Anthony Chen’s Berlin competition title ‘We Are All Strangers’ has proven to be a hot title with Paris-based Paradise City Sales securing distribution partners around the world.
The film made history as the first Singaporean film to enter Berlin’s main competition section. Among the completed deals are ARP Selection (France), Curzon (UK and Ireland), Elastica Films (Spain), Trigon Film (Switzerland), A-One Films (Baltics), Ama Films (Greece), Golden Scene (Hong Kong), Movicloud (Taiwan), Challan (South Korea), PT Falcon (Indonesia), Moving Turtle (Middle East and North Africa), and additional negotiations are still ongoing.
The new film is the final installment of what Chen calls his “Growing Up” trilogy, a series of films that began with “Iro Iro,” which won the Camera d’Or at the Cannes Film Festival, and continues through “Wet Season.” The new film, set in modern-day Singapore, will see the return of Yeo Yan Yan and Ko Jia La, who appeared throughout the trilogy.
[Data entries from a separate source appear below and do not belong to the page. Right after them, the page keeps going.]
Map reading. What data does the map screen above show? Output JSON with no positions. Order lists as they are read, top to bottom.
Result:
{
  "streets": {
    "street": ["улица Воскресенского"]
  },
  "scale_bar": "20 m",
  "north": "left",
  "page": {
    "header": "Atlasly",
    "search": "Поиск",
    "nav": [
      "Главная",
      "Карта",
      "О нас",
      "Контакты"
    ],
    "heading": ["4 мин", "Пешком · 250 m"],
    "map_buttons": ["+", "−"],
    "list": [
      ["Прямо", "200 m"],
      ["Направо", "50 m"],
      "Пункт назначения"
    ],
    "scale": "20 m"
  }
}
Paradise City Sales represents Chen’s work internationally across all three films, not just Drift, which have toured together to Cannes, Toronto, Sundance and Berlin.
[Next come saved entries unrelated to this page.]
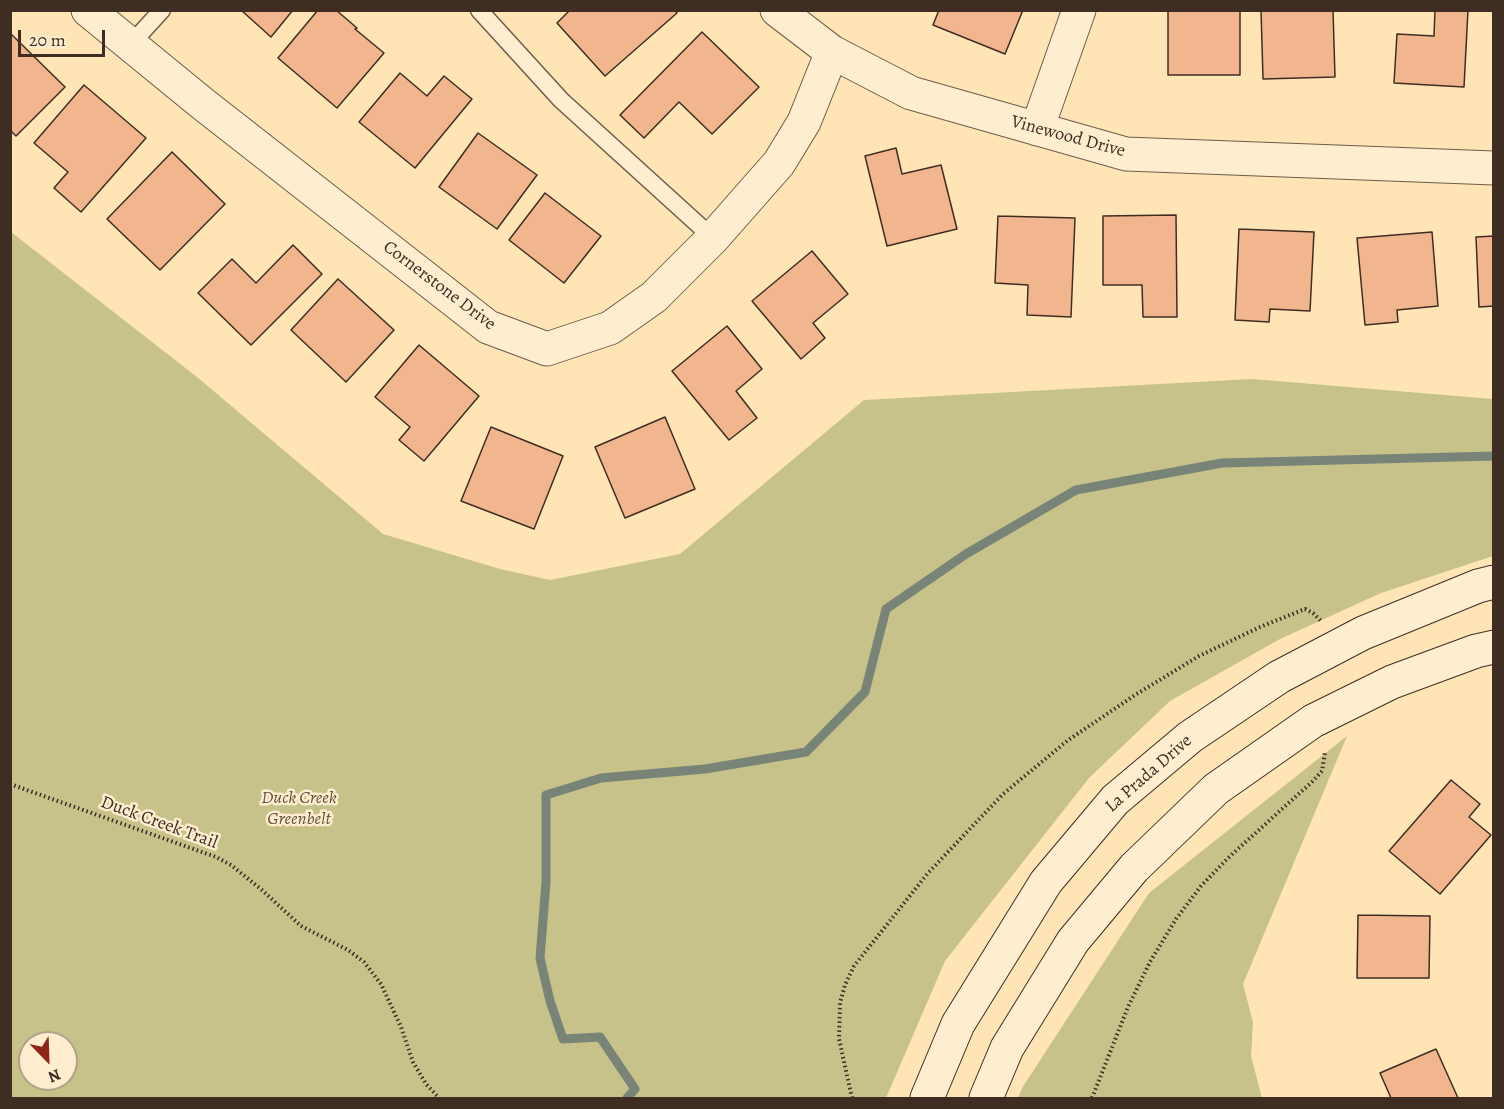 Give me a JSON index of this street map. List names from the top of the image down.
{
  "streets": {
    "street": ["Vinewood Drive", "Cornerstone Drive", "La Prada Drive"],
    "path": ["Duck Creek Trail"]
  },
  "crossings": [
    ["Vinewood Drive", "Cornerstone Drive"]
  ],
  "parks": ["Duck Creek Greenbelt"],
  "scale_bar": "20 m",
  "north": "bottom right"
}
The film was written and directed by Chen, produced by Teo Yi-peng, Huang Wenhong and Chen of Giraffe Pictures, and executive produced by Joe Tsai, Arthur Wang and KH Kuok. Funding was provided by 127 Wall Productions, Jasper Productions and the Singapore Film Board, with support from Red Sea Fund and MPA APSA Academy Film Fund.
“In Anthony Cheng’s tender and insightful domestic tale, dreams quickly turn into survival strategies, and love alone isn’t always enough to survive,” Guy Lodge wrote in Variety, reviewing the film. “The film is consistently engaging and ultimately moving, especially by the great performance by Cheng regular Yoh Yang Yang, who plays the immigrant as an outsider to this family and society.”
Louisa Dent, Managing Director of Curzon, said: “We have admired Anthony’s work for many years and are delighted to finally be working with him on We Are All Strangers. This is a film with a rare ability to reveal the heart of a nation while building deep intimacy with its characters.” “We believe it will be a welcome discovery for audiences in the UK and Ireland.”
Elastica director Enrique Costa said: “We are extremely proud to work with Anthony Chen and bring his deeply moving and universal films to Spanish audiences.” “With We Are All Strangers, he has created a powerful and emotionally resonant portrait of the families we are born into and the families we choose, cementing his place as one of the most distinctive voices in modern cinema.”
Other titles in Paradise City Sales include Moshe Rosenthal’s “Tell Me Everything,” which was submitted to Sundance’s World Cinema Competition. Warwick Thornton’s “Wolfram” competed at the Berlinale. And Mies Peinenburg’s “A Family” won a special award in the Berlinale Generation category.